There's a whole lot of bias going on with most headlines nowadays, and I guess this is just one of many. But, let's break it down. 

Selection Bias

This deadly bias is where we see what we want to see, or alternatively, repeat what others are seeing (because we don't do the work). 

We see a "prime time" 11-18 record or watched a few games and saw a bad performance or two from Cousin Kirk, and we heard it on talk radio. He sucks under the lights! It has to be true, right? 

Here are a couple of Cousin's Prime Time game stats. 

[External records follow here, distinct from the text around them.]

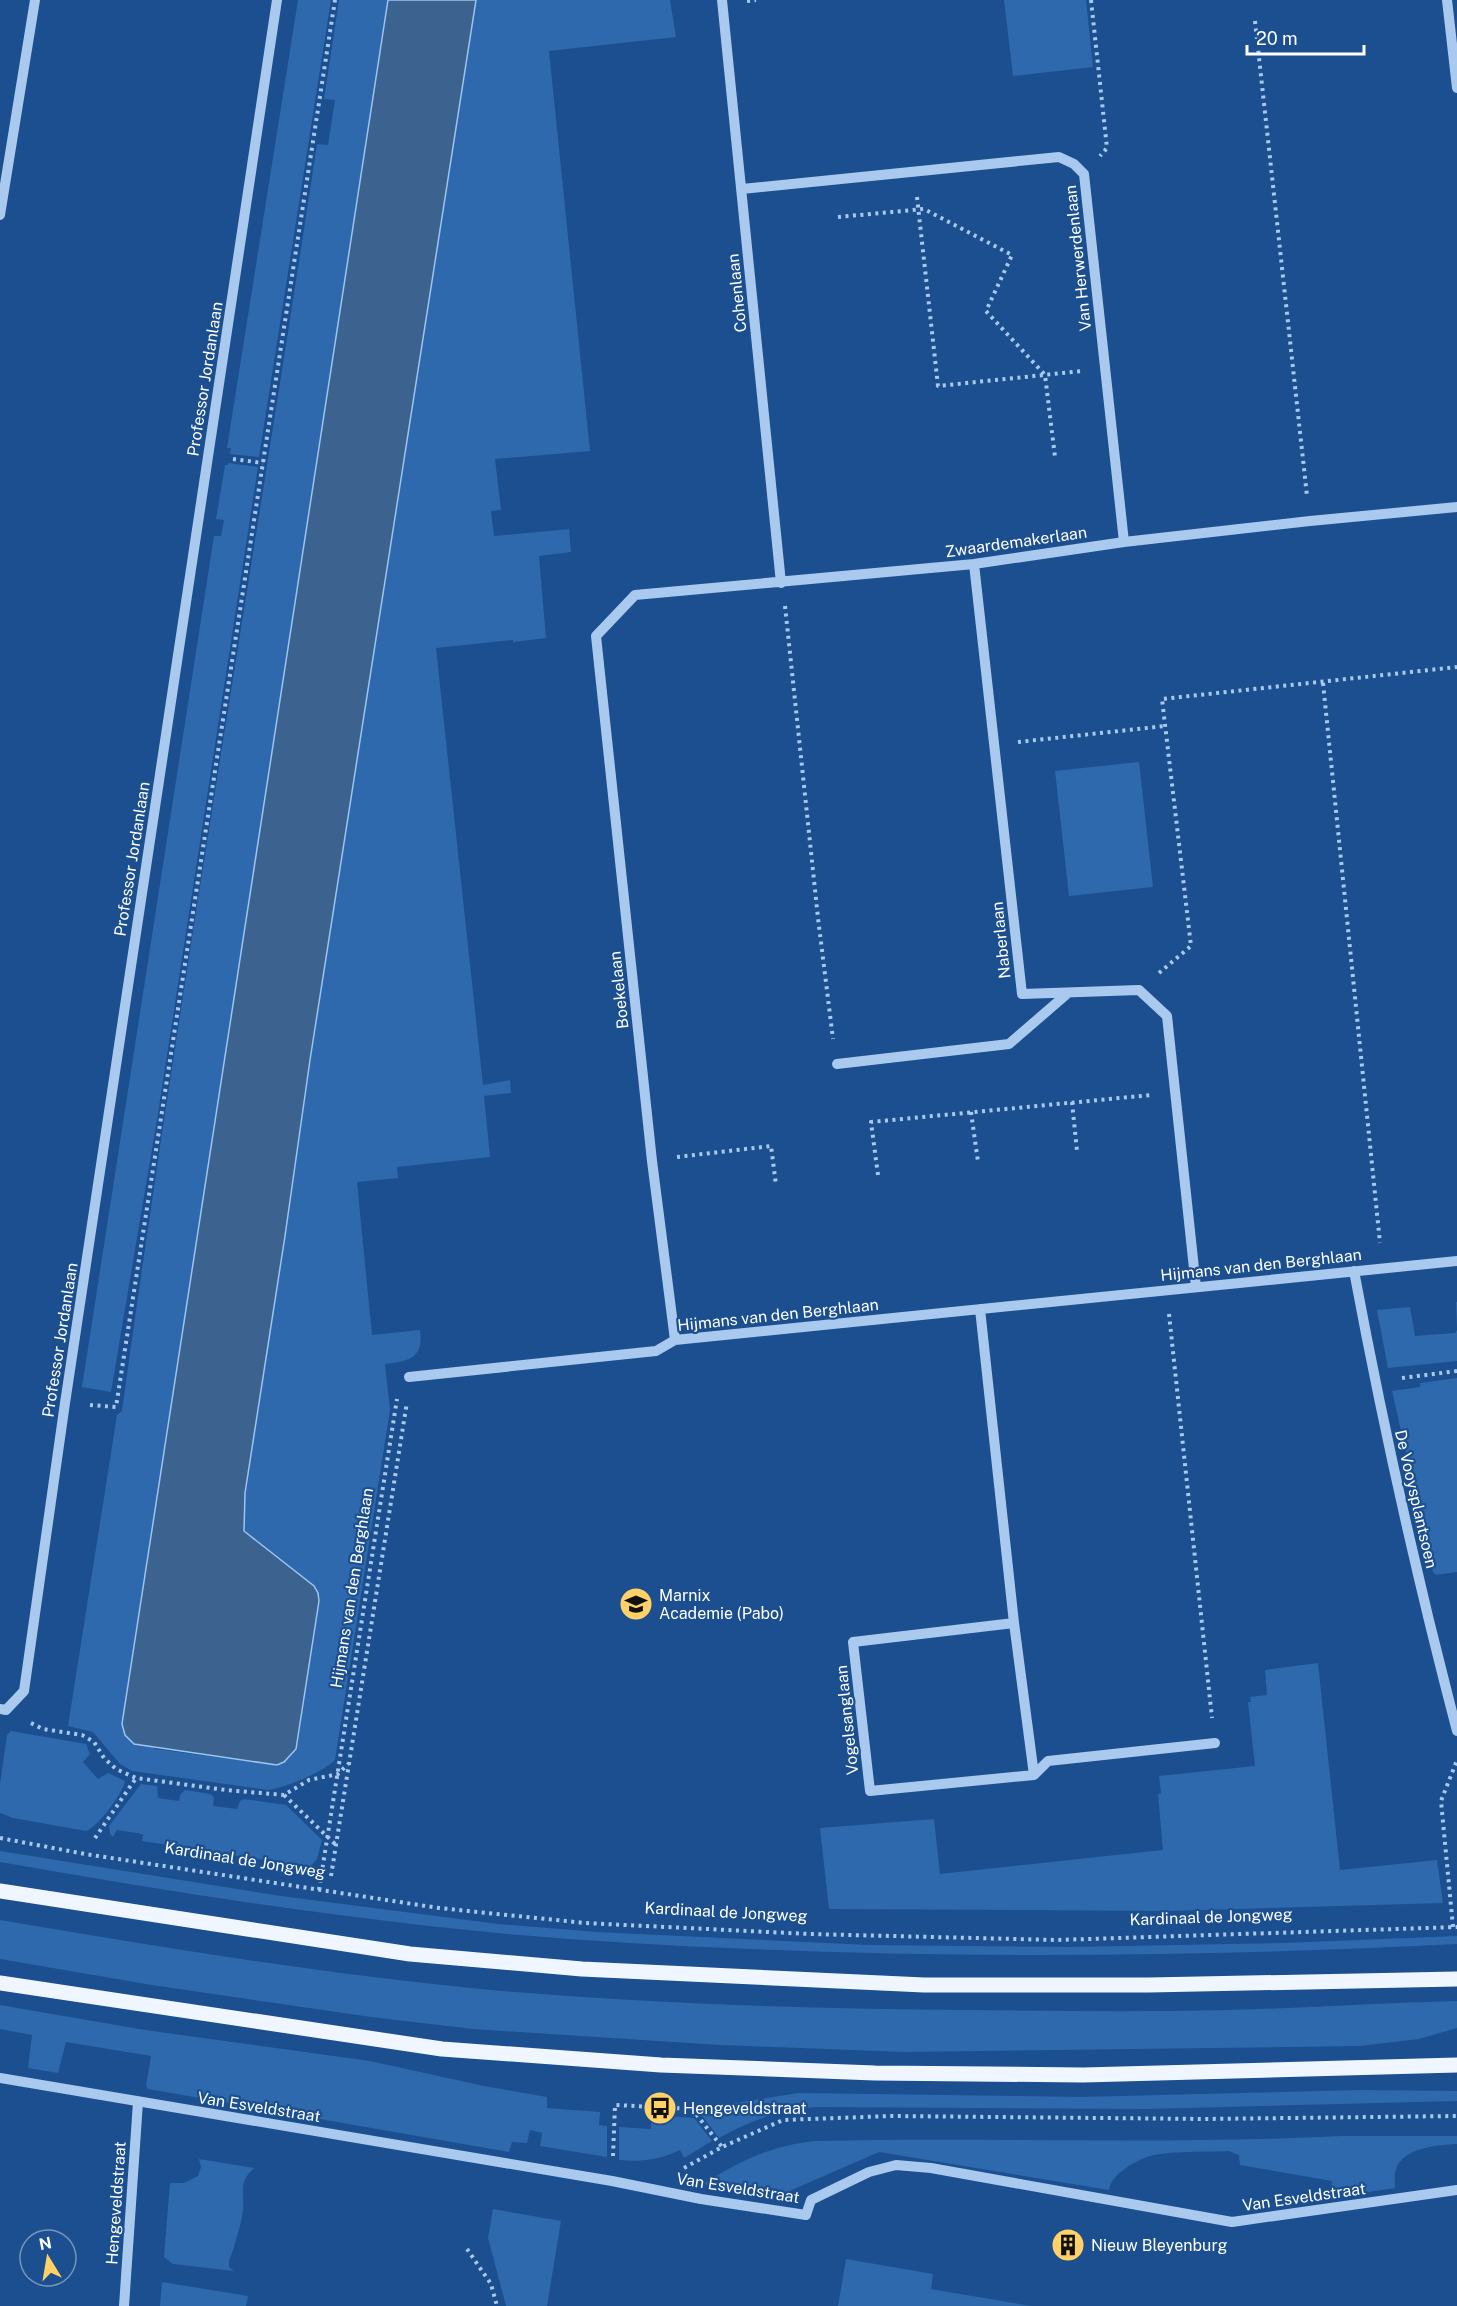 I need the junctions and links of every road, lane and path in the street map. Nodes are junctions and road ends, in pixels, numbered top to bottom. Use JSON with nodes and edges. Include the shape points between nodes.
{"nodes":[{"id":1,"x":35,"y":0,"type":"edge"},
{"id":2,"x":277,"y":0,"type":"edge"},
{"id":3,"x":335,"y":0,"type":"edge"},
{"id":4,"x":722,"y":0,"type":"edge"},
{"id":5,"x":1092,"y":0,"type":"edge"},
{"id":6,"x":1447,"y":0,"type":"edge"},
{"id":7,"x":1255,"y":21,"type":"dead end"},
{"id":8,"x":1457,"y":88,"type":"edge"},
{"id":9,"x":914,"y":172,"type":"junction"},
{"id":10,"x":1084,"y":174,"type":"junction"},
{"id":11,"x":742,"y":189,"type":"junction"},
{"id":12,"x":919,"y":209,"type":"junction"},
{"id":13,"x":0,"y":215,"type":"edge"},
{"id":14,"x":837,"y":217,"type":"dead end"},
{"id":15,"x":1105,"y":369,"type":"junction"},
{"id":16,"x":1045,"y":375,"type":"junction"},
{"id":17,"x":1055,"y":457,"type":"dead end"},
{"id":18,"x":1457,"y":507,"type":"edge"},
{"id":19,"x":1310,"y":521,"type":"junction"},
{"id":20,"x":1124,"y":542,"type":"junction"},
{"id":21,"x":974,"y":564,"type":"junction"},
{"id":22,"x":781,"y":583,"type":"junction"},
{"id":23,"x":596,"y":636,"type":"joint"},
{"id":24,"x":1457,"y":667,"type":"edge"},
{"id":25,"x":1323,"y":683,"type":"junction"},
{"id":26,"x":1165,"y":726,"type":"junction"},
{"id":27,"x":994,"y":744,"type":"junction"},
{"id":28,"x":1139,"y":990,"type":"junction"},
{"id":29,"x":1068,"y":993,"type":"junction"},
{"id":30,"x":837,"y":1064,"type":"joint"},
{"id":31,"x":1176,"y":1093,"type":"junction"},
{"id":32,"x":1072,"y":1102,"type":"junction"},
{"id":33,"x":971,"y":1112,"type":"junction"},
{"id":34,"x":1077,"y":1151,"type":"dead end"},
{"id":35,"x":652,"y":1161,"type":"junction"},
{"id":36,"x":978,"y":1162,"type":"dead end"},
{"id":37,"x":878,"y":1174,"type":"dead end"},
{"id":38,"x":776,"y":1185,"type":"dead end"},
{"id":39,"x":1457,"y":1261,"type":"edge"},
{"id":40,"x":1383,"y":1269,"type":"junction"},
{"id":41,"x":1354,"y":1271,"type":"junction"},
{"id":42,"x":1196,"y":1287,"type":"junction"},
{"id":43,"x":1166,"y":1290,"type":"junction"},
{"id":44,"x":980,"y":1309,"type":"junction"},
{"id":45,"x":675,"y":1340,"type":"junction"},
{"id":46,"x":1457,"y":1371,"type":"edge"},
{"id":47,"x":409,"y":1377,"type":"junction"},
{"id":48,"x":1374,"y":1380,"type":"junction"},
{"id":49,"x":65,"y":1403,"type":"junction"},
{"id":50,"x":1014,"y":1623,"type":"junction"},
{"id":51,"x":3,"y":1710,"type":"edge"},
{"id":52,"x":1457,"y":1731,"type":"edge"},
{"id":53,"x":1215,"y":1743,"type":"joint"},
{"id":54,"x":1457,"y":1760,"type":"edge"},
{"id":55,"x":349,"y":1763,"type":"junction"},
{"id":56,"x":338,"y":1774,"type":"junction"},
{"id":57,"x":1034,"y":1775,"type":"junction"},
{"id":58,"x":136,"y":1778,"type":"junction"},
{"id":59,"x":284,"y":1795,"type":"junction"},
{"id":60,"x":327,"y":1837,"type":"junction"},
{"id":61,"x":0,"y":1838,"type":"edge"},
{"id":62,"x":95,"y":1838,"type":"dead end"},
{"id":63,"x":335,"y":1844,"type":"junction"},
{"id":64,"x":331,"y":1876,"type":"dead end"},
{"id":65,"x":319,"y":1890,"type":"junction"},
{"id":66,"x":0,"y":1891,"type":"edge"},
{"id":67,"x":1455,"y":1927,"type":"edge"},
{"id":68,"x":1457,"y":1980,"type":"edge"},
{"id":69,"x":0,"y":1983,"type":"edge"},
{"id":70,"x":1457,"y":2065,"type":"edge"},
{"id":71,"x":0,"y":2078,"type":"edge"},
{"id":72,"x":138,"y":2102,"type":"junction"},
{"id":73,"x":1457,"y":2116,"type":"edge"},
{"id":74,"x":722,"y":2147,"type":"junction"},
{"id":75,"x":612,"y":2181,"type":"junction"},
{"id":76,"x":645,"y":2187,"type":"junction"},
{"id":77,"x":1457,"y":2190,"type":"edge"},
{"id":78,"x":467,"y":2248,"type":"dead end"},
{"id":79,"x":124,"y":2306,"type":"edge"},
{"id":80,"x":497,"y":2306,"type":"edge"}],
"edges":[{"from":1,"to":13,"type":"street"},
{"from":2,"to":49,"type":"street","name":"Professor Jordanlaan"},
{"from":3,"to":49,"type":"path","via":[[116,1407]]},
{"from":4,"to":11,"type":"street","name":"Cohenlaan"},
{"from":5,"to":10,"type":"path","via":[[1107,148]]},
{"from":6,"to":8,"type":"street"},
{"from":7,"to":19,"type":"path"},
{"from":9,"to":10,"type":"street","name":"Van Herwerdenlaan","via":[[1059,157]]},
{"from":9,"to":11,"type":"street","name":"Van Herwerdenlaan"},
{"from":9,"to":12,"type":"path"},
{"from":10,"to":15,"type":"street","name":"Van Herwerdenlaan"},
{"from":11,"to":22,"type":"street","name":"Cohenlaan"},
{"from":12,"to":14,"type":"path"},
{"from":12,"to":16,"type":"path","via":[[1012,255],[986,311]]},
{"from":12,"to":16,"type":"path","via":[[938,386]]},
{"from":15,"to":16,"type":"path"},
{"from":15,"to":20,"type":"street","name":"Van Herwerdenlaan"},
{"from":16,"to":17,"type":"path"},
{"from":18,"to":19,"type":"street","name":"Zwaardemakerlaan"},
{"from":19,"to":20,"type":"street","name":"Zwaardemakerlaan"},
{"from":20,"to":21,"type":"street","name":"Zwaardemakerlaan"},
{"from":21,"to":22,"type":"street","name":"Zwaardemakerlaan"},
{"from":21,"to":27,"type":"street","name":"Naberlaan"},
{"from":22,"to":23,"type":"street","name":"Zwaardemakerlaan","via":[[635,595]]},
{"from":22,"to":30,"type":"path"},
{"from":23,"to":35,"type":"street","name":"Boekelaan"},
{"from":24,"to":25,"type":"path"},
{"from":25,"to":26,"type":"path","via":[[1162,699]]},
{"from":25,"to":40,"type":"path"},
{"from":26,"to":27,"type":"path"},
{"from":26,"to":28,"type":"path","via":[[1191,946]]},
{"from":27,"to":29,"type":"street","name":"Naberlaan","via":[[1022,994]]},
{"from":28,"to":29,"type":"street","name":"Naberlaan"},
{"from":28,"to":31,"type":"street","via":[[1167,1016]]},
{"from":29,"to":30,"type":"street","via":[[1009,1044]]},
{"from":31,"to":32,"type":"path"},
{"from":31,"to":42,"type":"street"},
{"from":32,"to":33,"type":"path"},
{"from":32,"to":34,"type":"path"},
{"from":33,"to":36,"type":"path"},
{"from":33,"to":37,"type":"path","via":[[871,1122]]},
{"from":35,"to":38,"type":"path","via":[[771,1146]]},
{"from":35,"to":45,"type":"street","name":"Boekelaan"},
{"from":39,"to":40,"type":"street","name":"Hijmans van den Berghlaan"},
{"from":40,"to":41,"type":"street","name":"Hijmans van den Berghlaan"},
{"from":41,"to":42,"type":"street","name":"Hijmans van den Berghlaan"},
{"from":41,"to":48,"type":"street","name":"De Vooysplantsoen"},
{"from":42,"to":43,"type":"street","name":"Hijmans van den Berghlaan"},
{"from":43,"to":44,"type":"street","name":"Hijmans van den Berghlaan"},
{"from":43,"to":53,"type":"path"},
{"from":44,"to":45,"type":"street","name":"Hijmans van den Berghlaan"},
{"from":44,"to":50,"type":"street"},
{"from":45,"to":47,"type":"street","name":"Hijmans van den Berghlaan","via":[[656,1350]]},
{"from":46,"to":48,"type":"path"},
{"from":47,"to":55,"type":"path"},
{"from":47,"to":56,"type":"path","name":"Hijmans van den Berghlaan","via":[[397,1395]]},
{"from":48,"to":52,"type":"street","name":"De Vooysplantsoen"},
{"from":49,"to":51,"type":"street","name":"Professor Jordanlaan","via":[[24,1691]]},
{"from":50,"to":57,"type":"street"},
{"from":50,"to":57,"type":"street","name":"Vogelsanglaan","via":[[853,1642],[870,1791]]},
{"from":51,"to":58,"type":"path","via":[[43,1729],[82,1735],[94,1742],[116,1769]]},
{"from":53,"to":57,"type":"street","name":"Vogelsanglaan","via":[[1048,1761]]},
{"from":54,"to":67,"type":"path","via":[[1441,1801]]},
{"from":55,"to":56,"type":"path"},
{"from":55,"to":63,"type":"path"},
{"from":56,"to":59,"type":"path","via":[[309,1780]]},
{"from":56,"to":60,"type":"path","name":"Hijmans van den Berghlaan"},
{"from":58,"to":59,"type":"path"},
{"from":58,"to":62,"type":"path"},
{"from":59,"to":60,"type":"path"},
{"from":60,"to":63,"type":"path"},
{"from":60,"to":65,"type":"path","name":"Hijmans van den Berghlaan"},
{"from":61,"to":65,"type":"path","name":"Kardinaal de Jongweg"},
{"from":63,"to":64,"type":"path"},
{"from":65,"to":67,"type":"path","name":"Kardinaal de Jongweg","via":[[439,1908],[585,1923],[809,1934],[1057,1940]]},
{"from":66,"to":68,"type":"main road","via":[[410,1954],[582,1969],[924,1985]]},
{"from":69,"to":70,"type":"main road","via":[[442,2049],[661,2066],[1083,2075]]},
{"from":71,"to":72,"type":"street","name":"Van Esveldstraat"},
{"from":72,"to":75,"type":"street","name":"Van Esveldstraat"},
{"from":72,"to":79,"type":"street","name":"Hengeveldstraat"},
{"from":73,"to":74,"type":"path","via":[[1204,2119],[891,2115],[783,2120]]},
{"from":74,"to":75,"type":"path","via":[[692,2109],[615,2105]]},
{"from":74,"to":76,"type":"path"},
{"from":75,"to":76,"type":"street","name":"Van Esveldstraat"},
{"from":76,"to":77,"type":"street","name":"Van Esveldstraat","via":[[806,2215],[811,2200],[869,2172],[896,2165],[1232,2222]]},
{"from":78,"to":80,"type":"path","via":[[491,2284]]}]}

36 for 49 for 422 yards, 3TD's 0 INT 

41 for 53 for 449 yards, 3TD's 0 INT 

His teams lost both those games. 

Overall, Cousins in early games throws for 260 yards per game with a QBR of 100.3 with a record of 46-31. In Prime Time he throws for 272 yards per game with a QBR of 95.9; which makes sense because national games (or playoffs) the team is likely facing a tougher opponent/defense which results in a lower QBR (and does for every QB). 

Since 2014, he ranks 9th in QBR in Prime Time, just ahead of  another QB who captained 7-9 type teams for most of his career, Matt Stafford. 

Over in horse racing land, we can see this bias a lot with rider or driver changes. We select the time the rider change worked to remember, but forget the times it didn't. It can cause us to come to some really bad conclusions. 

This, as we notice in horse racing, is the "I see what I see with my own eyes, so don't tell me anything else" bias. The problem is, our eyes remember things selectively. We should not do that. 

Recency Bias

This is one I think we do much better with in horse racing than sports radio narratives do. We often discount the performance of a horse's last race, where they don't. 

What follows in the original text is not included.